Once called the burned-down Bronx, the most challenging portion of New York City, the poorest Congressional district in the nation, presented itself as a real challenge for Ruben. He was game for it, and made good health and wellness a priority. His #Not62 – The Campaign for a Healthy Bronx – created to help all Bronxites become healthier. It wasn’t exclusively about nutrition and exercise. The mission was to address social and economic environments, health behaviors, clinical care, and physical environments throughout the borough. And its name – #Not62 – was born of the Bronx residents’ health ranking 62, the last of all five NYC counties, in 2019, 2020, and 2021.
Since he passed the torch to current Bronx Borough President Vanessa Gibson, Ruben has worked seemingly nonstop at Montefiore Medicine to help realize the dream of President/CEO Dr. Philip Ozuah. To build this “wellness village,” Ruben’s background of successfully building housing and parks, his expertise regarding land use, ulurping, the Metro North train line expansion, and his lifetime in the borough make him ideal to create a new paradigm. This paradigm, which will occur and sustain after the COVID-19 pandemic, will rewrite the blueprint for preventative care, post-care, and wellness. Ruben declared staunchly, “What I feel comfortable building in the Bronx, where my family and I live, will ensure that all people who live in the Bronx are better.”

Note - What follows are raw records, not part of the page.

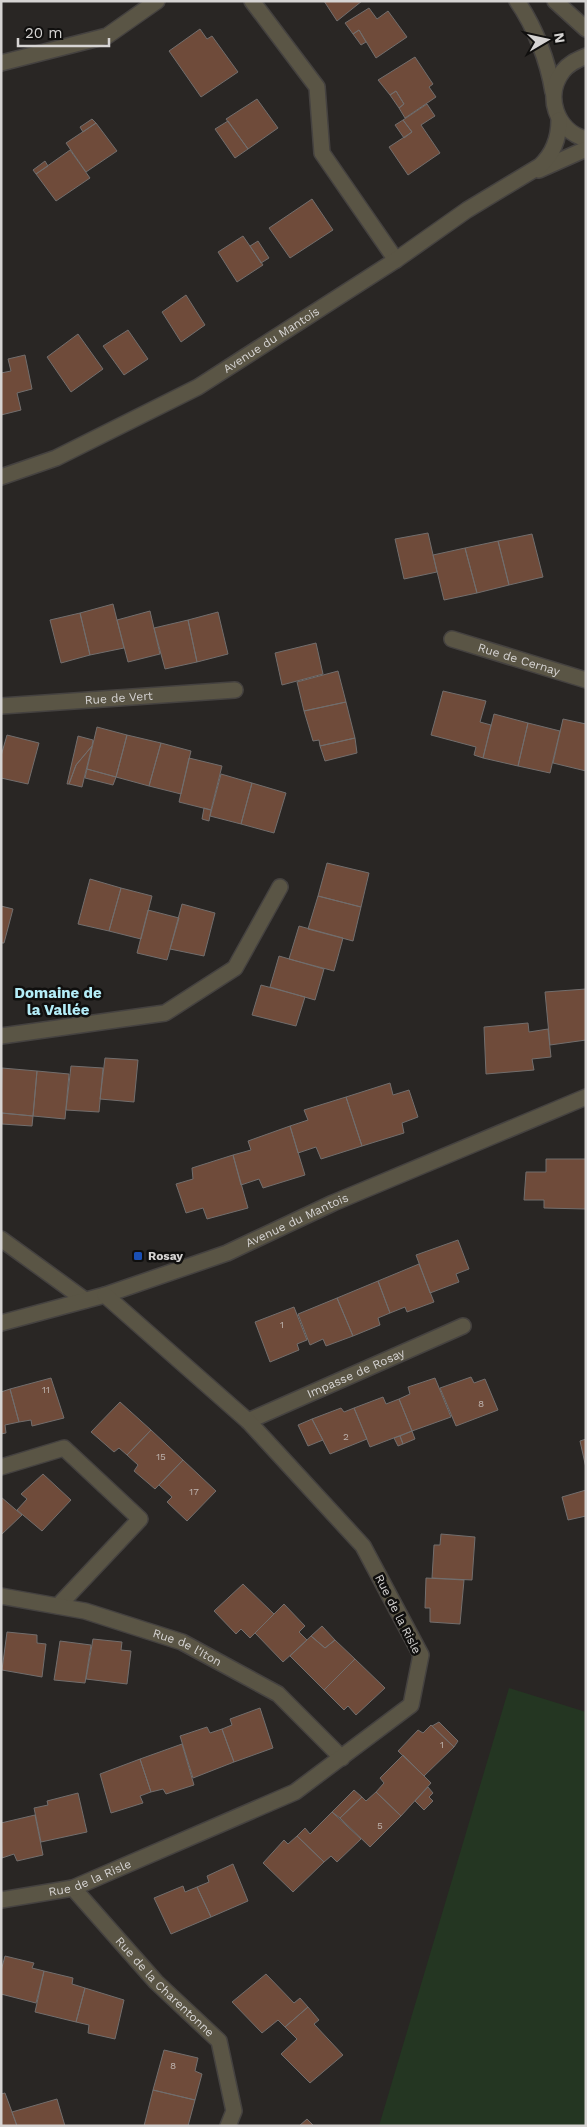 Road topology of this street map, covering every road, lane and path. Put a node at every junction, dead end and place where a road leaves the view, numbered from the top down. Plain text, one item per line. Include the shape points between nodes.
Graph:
1 (157, 1) edge
2 (252, 1) edge
3 (517, 1) edge
4 (555, 1) edge
5 (586, 29) edge
6 (586, 56) edge
7 (1, 63) edge
8 (554, 94) junction
9 (559, 120) junction
10 (586, 139) edge
11 (586, 150) edge
12 (526, 174) junction
13 (396, 260) junction
14 (1, 477) edge
15 (452, 639) dead end
16 (586, 680) edge
17 (235, 690) dead end
18 (1, 706) edge
19 (280, 887) dead end
20 (1, 1036) edge
21 (586, 1097) edge
22 (1, 1239) edge
23 (105, 1295) junction
24 (85, 1300) junction
25 (1, 1323) edge
26 (463, 1326) dead end
27 (248, 1422) junction
28 (1, 1467) edge
29 (1, 1596) edge
30 (58, 1606) junction
31 (342, 1758) junction
32 (73, 1888) junction
33 (1, 1900) edge
34 (228, 2126) edge

1 - 7 street via 107,36
2 - 13 street via 317,87 322,152
3 - 8 street via 548,67
4 - 5 street
6 - 8 street via 563,70
8 - 9 street
9 - 10 street via 568,130
9 - 12 street, Avenue du Mantois via 559,135 547,159
11 - 12 street, Avenue du Mantois
12 - 13 street, Avenue du Mantois via 467,210
13 - 14 street, Avenue du Mantois via 198,387 56,458
15 - 16 street, Rue de Cernay
17 - 18 street, Rue de Vert
19 - 20 street via 235,968 165,1013
21 - 23 street, Avenue du Mantois via 333,1203 227,1253
22 - 24 street
23 - 24 street, Avenue du Mantois
23 - 27 street, Rue de la Risle
24 - 25 street, Avenue du Mantois
26 - 27 street, Impasse de Rosay
27 - 31 street, Rue de la Risle via 363,1546 421,1655 411,1705
28 - 30 street via 64,1448 140,1519
29 - 30 street, Rue de l'Iton
30 - 31 street, Rue de l'Iton via 85,1611 182,1642 278,1694
31 - 32 street, Rue de la Risle via 295,1792
32 - 33 street, Rue de la Risle
32 - 34 street, Rue de la Charentonne via 156,1982 218,2041 234,2111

These efforts do not hold a candle to what he is doing as a THHM Trustee. Besides feeling the joy of “having the museum in the Bronx,” Ruben is dedicated to “making sure we build a world class destination that is financially sustainable forever, and ever, and ever.” When asked how this was going to be done, with Hip Hop as the foundation, he replied, “We will be a source of information and academics, and make sure we tell the story correctly.” We discussed how deep, detailed, and sometimes not pretty the story is. Ruben was clear, and said that correct storytelling includes “the good, the bad, everything in between, all of which include the artists and the Five Pillars.”
He went further, during our discussion about feelings of opportunity to use what we know and what we’ve learned when Ruben told me, and accurately so, “Hip Hop is the biggest bridge between the racial divides in this country. No genre of music, no other force does this. The ethnic, generational, geographical pull is made, and fought, by Hip Hop.”
Amen, said I on behalf of the THHM, and Hallelujah.
Within the more than two hours of our time, Ruben did me the honor of playing DJ. Legendary stuff, from someone who appears to have a near eidetic memory, who can diddy bop with the best of them, and who knows where the world might be if he took piano lessons.
What follows is a playlist you’re not going to hear (tracks are on Spotify) or see (videos on YouTube and assorted sources) anywhere else. So, from the decks of the Hip Hop class’s elected official, here are some favorite tracks by artists and on albums that rep east and west coasts and resonate hard with Ruben Díaz, Jr. (note: watch the videos with the captions on, because it’s about the lyrics):
As a bonus for our readers, here are the clips of Ruben rocking the mic while performing Eric B. and Rakim “Move the Crowd” with Rakim (and, yes, those are Grandmaster Caz and Cutman L.G also onstage) during Bronx Week 2014, and performing “Step to the Rear” while appearing with Grand Puba of Brand Nubian in 2015.
Our Trustee has bars. We’re grateful to him for that, and for everything he brings to the City of New York, the Hip Hop community, and our community.